▶ **Exercise data**:

────────────────────────────────────────

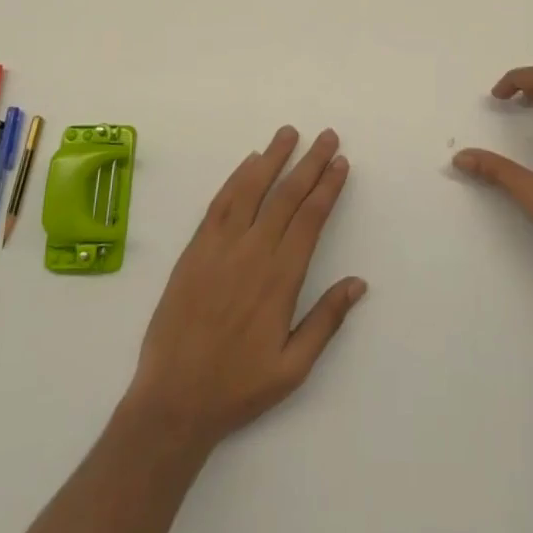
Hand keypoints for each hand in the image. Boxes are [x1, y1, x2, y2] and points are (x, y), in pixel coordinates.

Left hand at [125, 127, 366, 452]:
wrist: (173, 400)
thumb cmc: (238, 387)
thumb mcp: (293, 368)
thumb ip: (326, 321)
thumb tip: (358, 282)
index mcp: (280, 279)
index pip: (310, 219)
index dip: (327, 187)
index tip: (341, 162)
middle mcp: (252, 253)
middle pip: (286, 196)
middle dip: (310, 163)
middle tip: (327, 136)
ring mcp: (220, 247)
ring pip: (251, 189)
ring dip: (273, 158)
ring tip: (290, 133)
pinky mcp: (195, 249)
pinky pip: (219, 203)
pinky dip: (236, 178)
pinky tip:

────────────────────────────────────────

▶ **Your instructions**: Start at the top line above and repeat the records verbatim, leaving images out.

▶ **Task output**:
Hand keypoints for each hand in the image. Boxes are [x1, y1, x2, y2] and points are (x, y), in pixel coordinates.

Left hand at [125, 127, 366, 452]:
wrist: (173, 400)
thumb cmc: (238, 387)
thumb mcp: (293, 368)
thumb ip: (326, 321)
thumb tip: (358, 282)
index mcp: (280, 279)
index pip: (310, 219)
index dip: (327, 187)
index tip: (341, 162)
middle mcp: (252, 253)
middle pip: (286, 196)
middle dip: (310, 163)
middle tip: (327, 136)
ring mcp: (220, 247)
ring pip: (251, 189)
ring dip: (273, 158)
ring tip: (290, 133)
pinky mcp: (195, 249)
pinky pip: (219, 203)
pinky dip: (236, 178)
pinky tip:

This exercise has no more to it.